-------- Data supplied --------
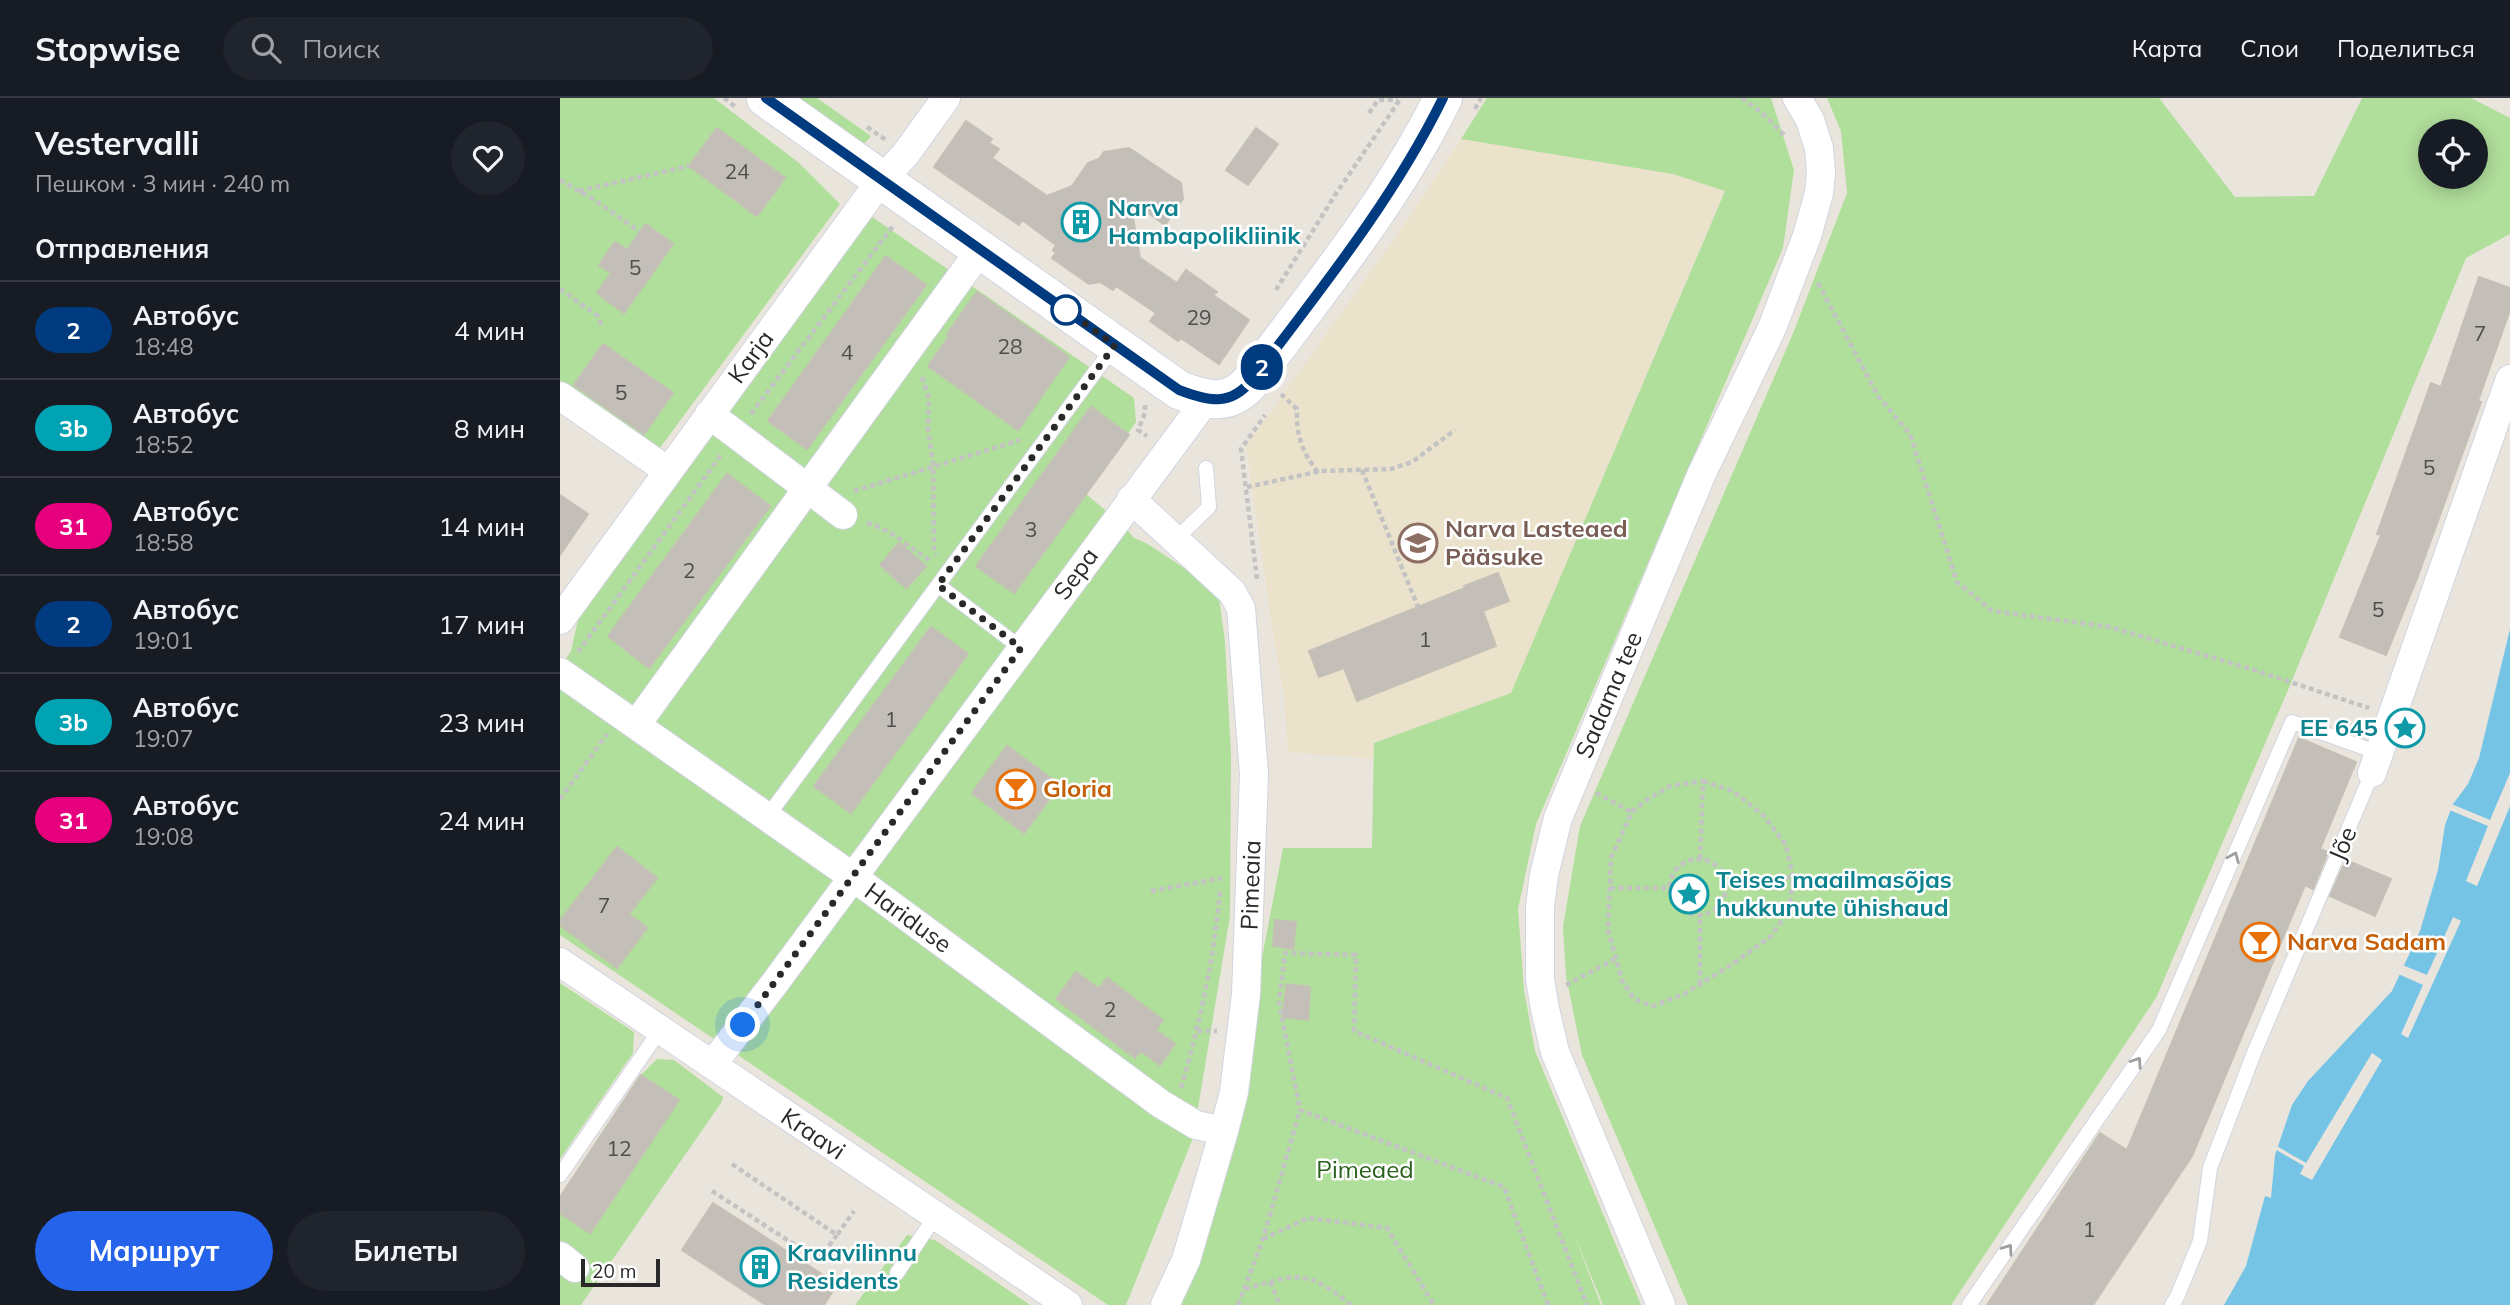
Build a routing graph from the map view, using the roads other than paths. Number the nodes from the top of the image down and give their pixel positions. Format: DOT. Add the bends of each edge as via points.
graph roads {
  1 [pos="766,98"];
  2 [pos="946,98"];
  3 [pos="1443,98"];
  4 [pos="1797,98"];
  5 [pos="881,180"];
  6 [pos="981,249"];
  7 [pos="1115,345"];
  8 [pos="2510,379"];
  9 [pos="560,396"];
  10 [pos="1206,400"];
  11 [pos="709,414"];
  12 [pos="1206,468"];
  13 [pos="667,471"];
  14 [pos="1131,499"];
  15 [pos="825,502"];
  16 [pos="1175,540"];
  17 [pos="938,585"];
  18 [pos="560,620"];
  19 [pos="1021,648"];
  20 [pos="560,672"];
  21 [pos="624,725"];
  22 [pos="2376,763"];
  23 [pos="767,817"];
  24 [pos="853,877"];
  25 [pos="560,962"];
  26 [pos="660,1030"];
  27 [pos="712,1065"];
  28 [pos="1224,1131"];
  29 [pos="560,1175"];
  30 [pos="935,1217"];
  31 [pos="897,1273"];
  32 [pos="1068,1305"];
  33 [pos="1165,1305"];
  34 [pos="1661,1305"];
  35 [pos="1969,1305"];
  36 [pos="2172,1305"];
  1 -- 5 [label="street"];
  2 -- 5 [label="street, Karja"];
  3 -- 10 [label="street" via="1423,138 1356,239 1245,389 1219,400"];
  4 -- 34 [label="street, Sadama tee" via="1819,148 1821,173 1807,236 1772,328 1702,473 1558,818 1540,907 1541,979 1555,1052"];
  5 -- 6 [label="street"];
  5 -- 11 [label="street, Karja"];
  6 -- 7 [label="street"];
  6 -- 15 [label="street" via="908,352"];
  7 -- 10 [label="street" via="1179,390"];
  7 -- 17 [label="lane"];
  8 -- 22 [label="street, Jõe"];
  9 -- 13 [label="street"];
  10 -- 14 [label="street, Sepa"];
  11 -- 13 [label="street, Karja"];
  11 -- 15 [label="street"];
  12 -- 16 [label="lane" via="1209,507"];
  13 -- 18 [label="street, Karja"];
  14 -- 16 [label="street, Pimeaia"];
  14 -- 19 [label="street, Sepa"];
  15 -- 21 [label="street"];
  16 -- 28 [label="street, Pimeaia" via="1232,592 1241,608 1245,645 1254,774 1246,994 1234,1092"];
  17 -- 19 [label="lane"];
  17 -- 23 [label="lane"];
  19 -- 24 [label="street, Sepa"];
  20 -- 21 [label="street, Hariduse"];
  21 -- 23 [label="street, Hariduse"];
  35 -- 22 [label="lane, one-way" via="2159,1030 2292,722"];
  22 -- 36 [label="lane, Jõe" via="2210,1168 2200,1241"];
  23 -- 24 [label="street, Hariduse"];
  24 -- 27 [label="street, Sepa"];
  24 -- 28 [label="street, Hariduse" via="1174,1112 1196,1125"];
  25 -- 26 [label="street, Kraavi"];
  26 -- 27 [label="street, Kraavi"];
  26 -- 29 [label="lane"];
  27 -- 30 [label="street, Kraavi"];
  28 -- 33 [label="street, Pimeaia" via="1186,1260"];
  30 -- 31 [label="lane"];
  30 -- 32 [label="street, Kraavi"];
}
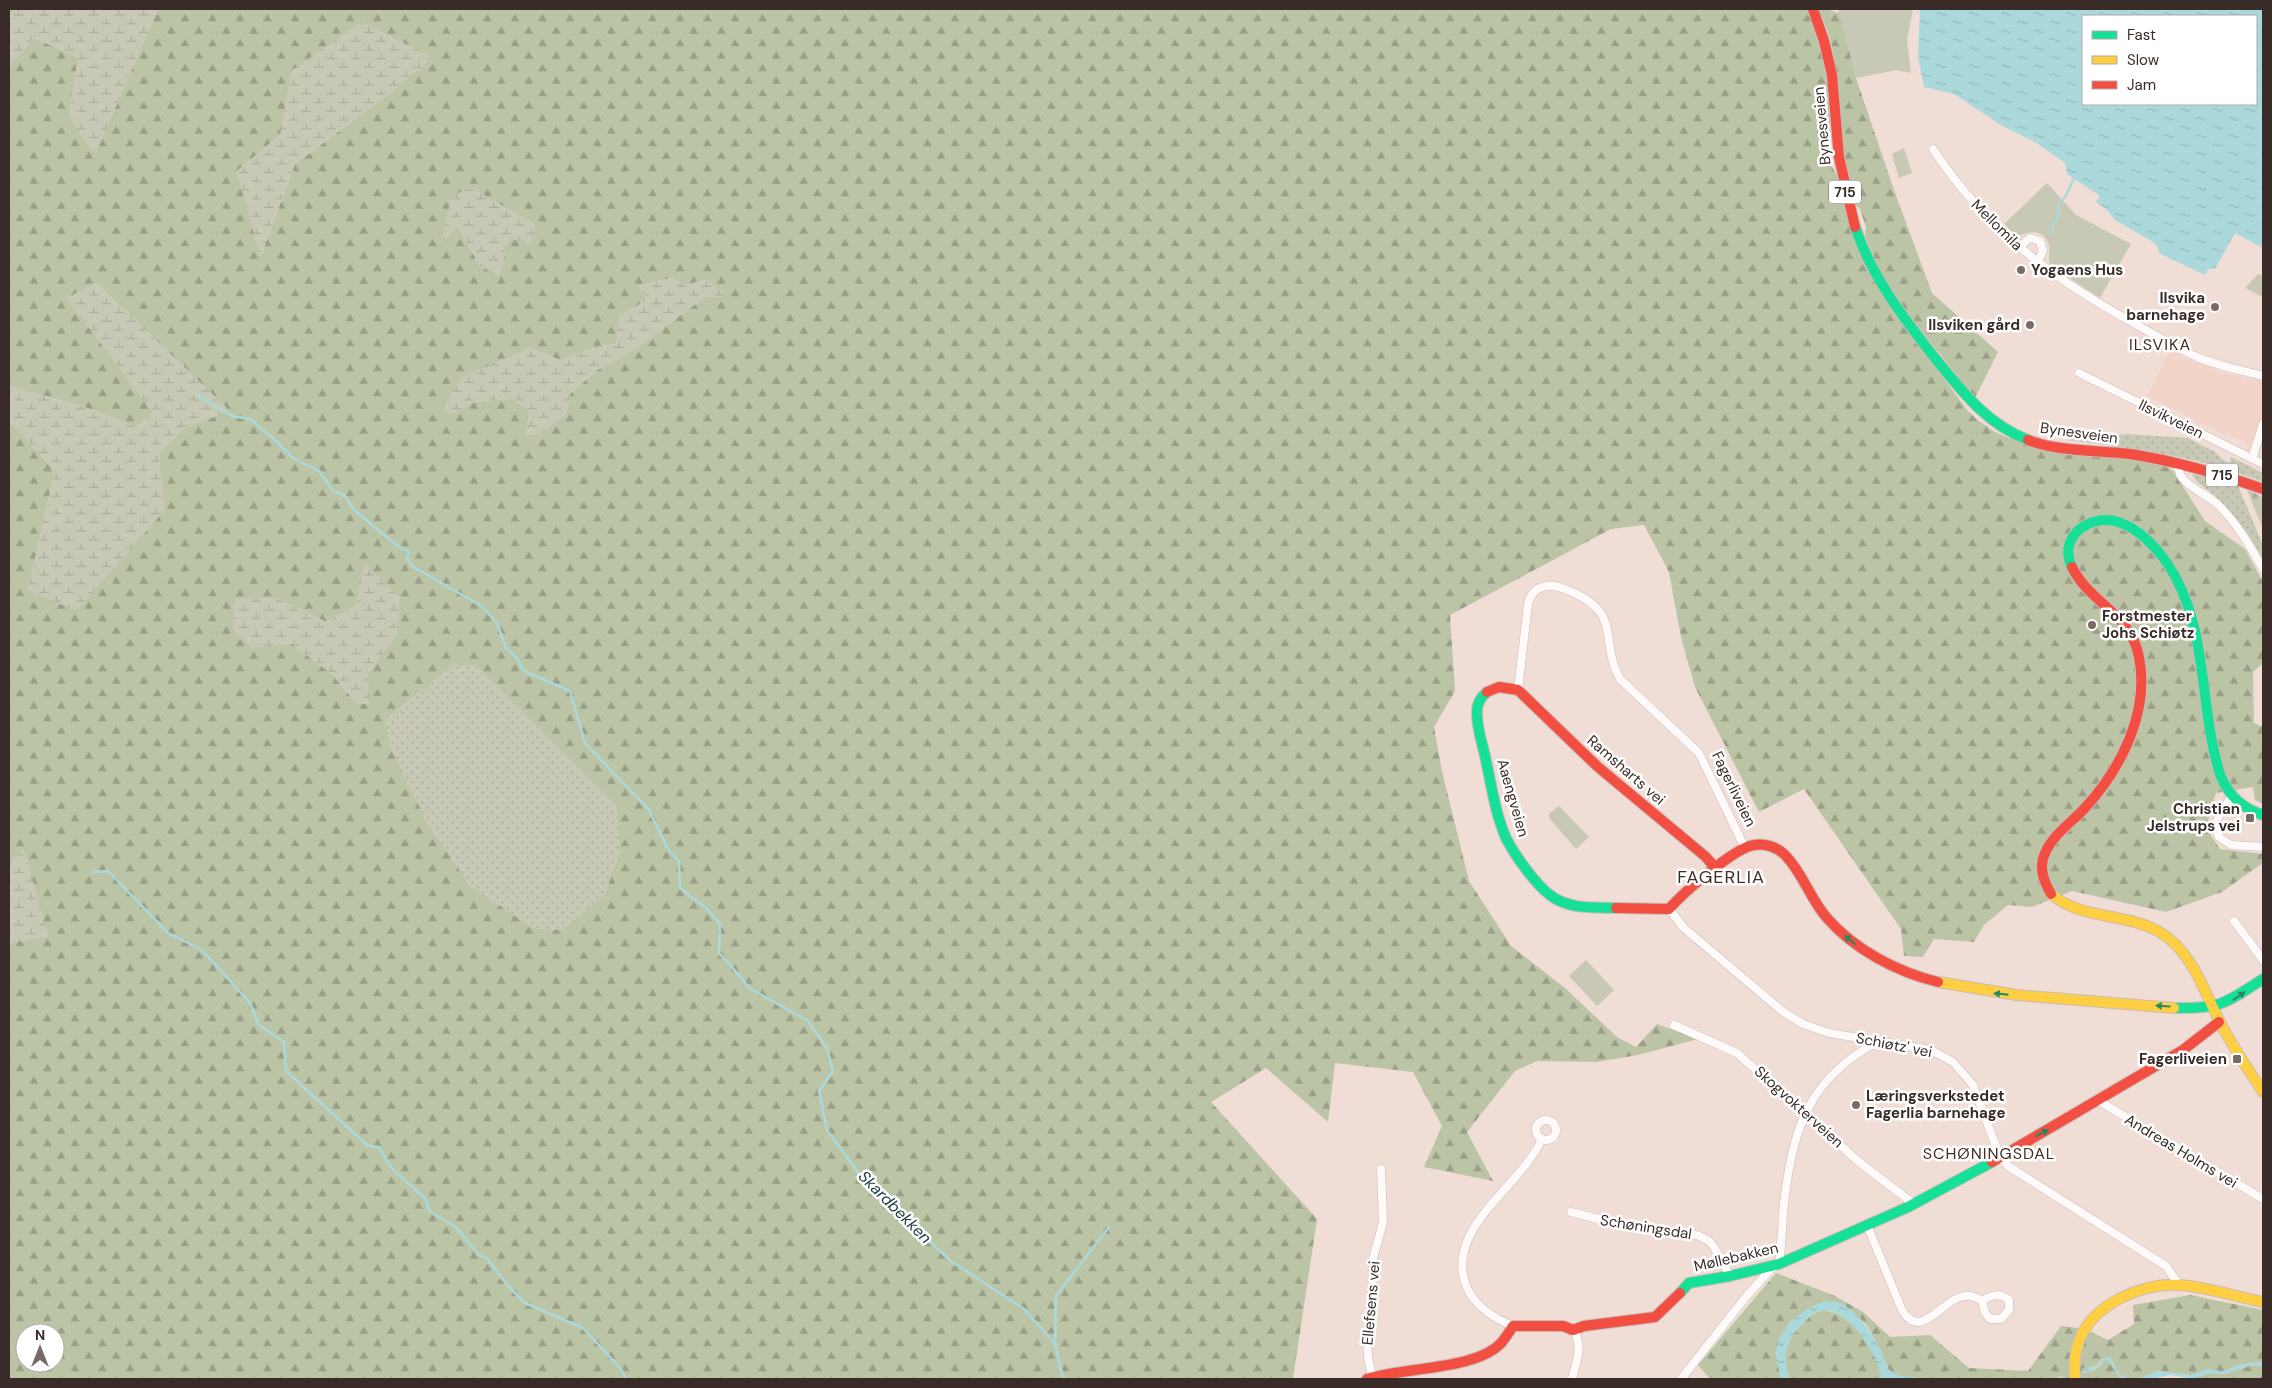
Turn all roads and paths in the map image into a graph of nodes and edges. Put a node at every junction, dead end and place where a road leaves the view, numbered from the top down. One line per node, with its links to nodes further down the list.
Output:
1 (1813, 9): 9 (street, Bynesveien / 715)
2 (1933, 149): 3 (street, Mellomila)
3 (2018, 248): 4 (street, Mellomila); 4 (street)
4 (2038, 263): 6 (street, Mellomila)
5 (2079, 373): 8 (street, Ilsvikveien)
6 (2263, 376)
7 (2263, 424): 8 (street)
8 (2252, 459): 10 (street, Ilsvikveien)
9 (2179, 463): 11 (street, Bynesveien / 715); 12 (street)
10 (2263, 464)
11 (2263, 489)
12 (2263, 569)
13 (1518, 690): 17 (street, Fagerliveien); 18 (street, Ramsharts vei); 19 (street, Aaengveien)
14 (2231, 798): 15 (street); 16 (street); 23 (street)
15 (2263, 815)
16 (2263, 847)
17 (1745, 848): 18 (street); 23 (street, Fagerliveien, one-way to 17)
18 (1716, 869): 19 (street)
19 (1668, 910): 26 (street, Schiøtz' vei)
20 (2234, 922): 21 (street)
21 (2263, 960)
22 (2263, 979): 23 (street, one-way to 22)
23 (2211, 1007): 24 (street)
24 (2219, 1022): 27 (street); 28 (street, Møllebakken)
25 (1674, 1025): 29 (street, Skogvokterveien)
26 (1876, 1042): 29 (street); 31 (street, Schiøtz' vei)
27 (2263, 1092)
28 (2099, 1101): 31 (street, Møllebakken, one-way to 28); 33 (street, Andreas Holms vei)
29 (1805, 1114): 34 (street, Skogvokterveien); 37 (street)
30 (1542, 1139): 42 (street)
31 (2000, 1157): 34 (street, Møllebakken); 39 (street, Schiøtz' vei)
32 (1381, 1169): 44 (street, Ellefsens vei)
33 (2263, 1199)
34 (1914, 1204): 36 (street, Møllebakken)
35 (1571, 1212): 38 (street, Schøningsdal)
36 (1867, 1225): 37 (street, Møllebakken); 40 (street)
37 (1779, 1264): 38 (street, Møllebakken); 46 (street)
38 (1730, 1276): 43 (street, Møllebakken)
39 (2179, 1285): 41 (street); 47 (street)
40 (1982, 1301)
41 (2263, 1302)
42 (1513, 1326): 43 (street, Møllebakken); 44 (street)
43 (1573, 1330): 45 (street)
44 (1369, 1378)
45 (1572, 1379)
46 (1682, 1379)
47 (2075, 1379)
--------
Every entry above is to be transcribed exactly, with all pictures left out.

• Response below:
Build a routing graph from the map view, using the roads other than paths. Number the nodes from the top of the image down and give their pixel positions. Format: DOT. Add the bends of each edge as via points.
graph roads {
  1 [pos="766,98"];
  2 [pos="946,98"];
  3 [pos="1443,98"];
  4 [pos="1797,98"];
  5 [pos="881,180"];
  6 [pos="981,249"];
  7 [pos="1115,345"];
  8 [pos="2510,379"];
  9 [pos="560,396"];
  10 [pos="1206,400"];
  11 [pos="709,414"];
  12 [pos="1206,468"];
  13 [pos="667,471"];
  14 [pos="1131,499"];
  15 [pos="825,502"];
  16 [pos="1175,540"];
  17 [pos="938,585"];
  18 [pos="560,620"];
  19 [pos="1021,648"];
  20 [pos="560,672"];
  21 [pos="624,725"];
  22 [pos="2376,763"];
  23 [pos="767,817"];
  24 [pos="853,877"];
  25 [pos="560,962"];
  26 [pos="660,1030"];
  27 [pos="712,1065"];
  28 [pos="1224,1131"];
  29 [pos="560,1175"];
  30 [pos="935,1217"];
  31 [pos="897,1273"];
  32 [pos="1068,1305"];
  33 [pos="1165,1305"];
  34 [pos="1661,1305"];
  35 [pos="1969,1305"];
  36 [pos="2172,1305"];
  1 -- 5 [label="street"];
  2 -- 5 [label="street, Karja"];
  3 -- 10 [label="street" via="1423,138 1356,239 1245,389 1219,400"];
  4 -- 34 [label="street, Sadama tee" via="1819,148 1821,173 1807,236 1772,328 1702,473 1558,818 1540,907 1541,979 1555,1052"];
  5 -- 6 [label="street"];
  5 -- 11 [label="street, Karja"];
  6 -- 7 [label="street"];
  6 -- 15 [label="street" via="908,352"];
  7 -- 10 [label="street" via="1179,390"];
  7 -- 17 [label="lane"];
  8 -- 22 [label="street, Jõe"];
  9 -- 13 [label="street"];
  10 -- 14 [label="street, Sepa"];
  11 -- 13 [label="street, Karja"];
  11 -- 15 [label="street"];
  12 -- 16 [label="lane" via="1209,507"];
  13 -- 18 [label="street, Karja"];
  14 -- 16 [label="street, Pimeaia"];
  14 -- 19 [label="street, Sepa"];
  15 -- 21 [label="street"];
  16 -- 28 [label="street, Pimeaia" via="1232,592 1241,608 1245,645 1254,774 1246,994 1234,1092"];
  17 -- 19 [label="lane"];
  17 -- 23 [label="lane"];
  19 -- 24 [label="street, Sepa"];
  20 -- 21 [label="street, Hariduse"];
  21 -- 23 [label="street, Hariduse"];
  35 -- 22 [label="lane, one-way" via="2159,1030 2292,722"];
  22 -- 36 [label="lane, Jõe" via="2210,1168 2200,1241"];
  23 -- 24 [label="street, Hariduse"];
  24 -- 27 [label="street, Sepa"];
  24 -- 28 [label="street, Hariduse" via="1174,1112 1196,1125"];
  25 -- 26 [label="street, Kraavi"];
  26 -- 27 [label="street, Kraavi"];
  26 -- 29 [label="lane"];
  27 -- 30 [label="street, Kraavi"];
  28 -- 33 [label="street, Pimeaia" via="1186,1260"];
  30 -- 31 [label="lane"];
  30 -- 32 [label="street, Kraavi"];
}
Turn all roads and paths in the map image into a graph of nodes and edges. Put a node at every junction, dead end and place where a road leaves the view, numbered from the top down. One line per node, with its links to nodes further down the list.
Output:
1 (1813, 9): 9 (street, Bynesveien / 715)
2 (1933, 149): 3 (street, Mellomila)
3 (2018, 248): 4 (street, Mellomila); 4 (street)
4 (2038, 263): 6 (street, Mellomila)
5 (2079, 373): 8 (street, Ilsvikveien)
6 (2263, 376)
7 (2263, 424): 8 (street)
8 (2252, 459): 10 (street, Ilsvikveien)
9 (2179, 463): 11 (street, Bynesveien / 715); 12 (street)
10 (2263, 464)
11 (2263, 489)
12 (2263, 569)
13 (1518, 690): 17 (street, Fagerliveien); 18 (street, Ramsharts vei); 19 (street, Aaengveien)
14 (2231, 798): 15 (street); 16 (street); 23 (street)
15 (2263, 815)
16 (2263, 847)
17 (1745, 848): 18 (street); 23 (street, Fagerliveien, one-way to 17)
18 (1716, 869): 19 (street)
19 (1668, 910): 26 (street, Schiøtz' vei)
20 (2234, 922): 21 (street)
21 (2263, 960)
22 (2263, 979): 23 (street, one-way to 22)
23 (2211, 1007): 24 (street)
24 (2219, 1022): 27 (street); 28 (street, Møllebakken)
25 (1674, 1025): 29 (street, Skogvokterveien)
26 (1876, 1042): 29 (street); 31 (street, Schiøtz' vei)
27 (2263, 1092)
28 (2099, 1101): 31 (street, Møllebakken, one-way to 28); 33 (street, Andreas Holms vei)
29 (1805, 1114): 34 (street, Skogvokterveien); 37 (street)
30 (1542, 1139): 42 (street)
31 (2000, 1157): 34 (street, Møllebakken); 39 (street, Schiøtz' vei)
32 (1381, 1169): 44 (street, Ellefsens vei)
33 (2263, 1199)
34 (1914, 1204): 36 (street, Møllebakken)
35 (1571, 1212): 38 (street, Schøningsdal)
36 (1867, 1225): 37 (street, Møllebakken); 40 (street)
37 (1779, 1264): 38 (street, Møllebakken); 46 (street)
38 (1730, 1276): 43 (street, Møllebakken)
39 (2179, 1285): 41 (street); 47 (street)
40 (1982, 1301)
41 (2263, 1302)
42 (1513, 1326): 43 (street, Møllebakken); 44 (street)
43 (1573, 1330): 45 (street)
44 (1369, 1378)
45 (1572, 1379)
46 (1682, 1379)
47 (2075, 1379)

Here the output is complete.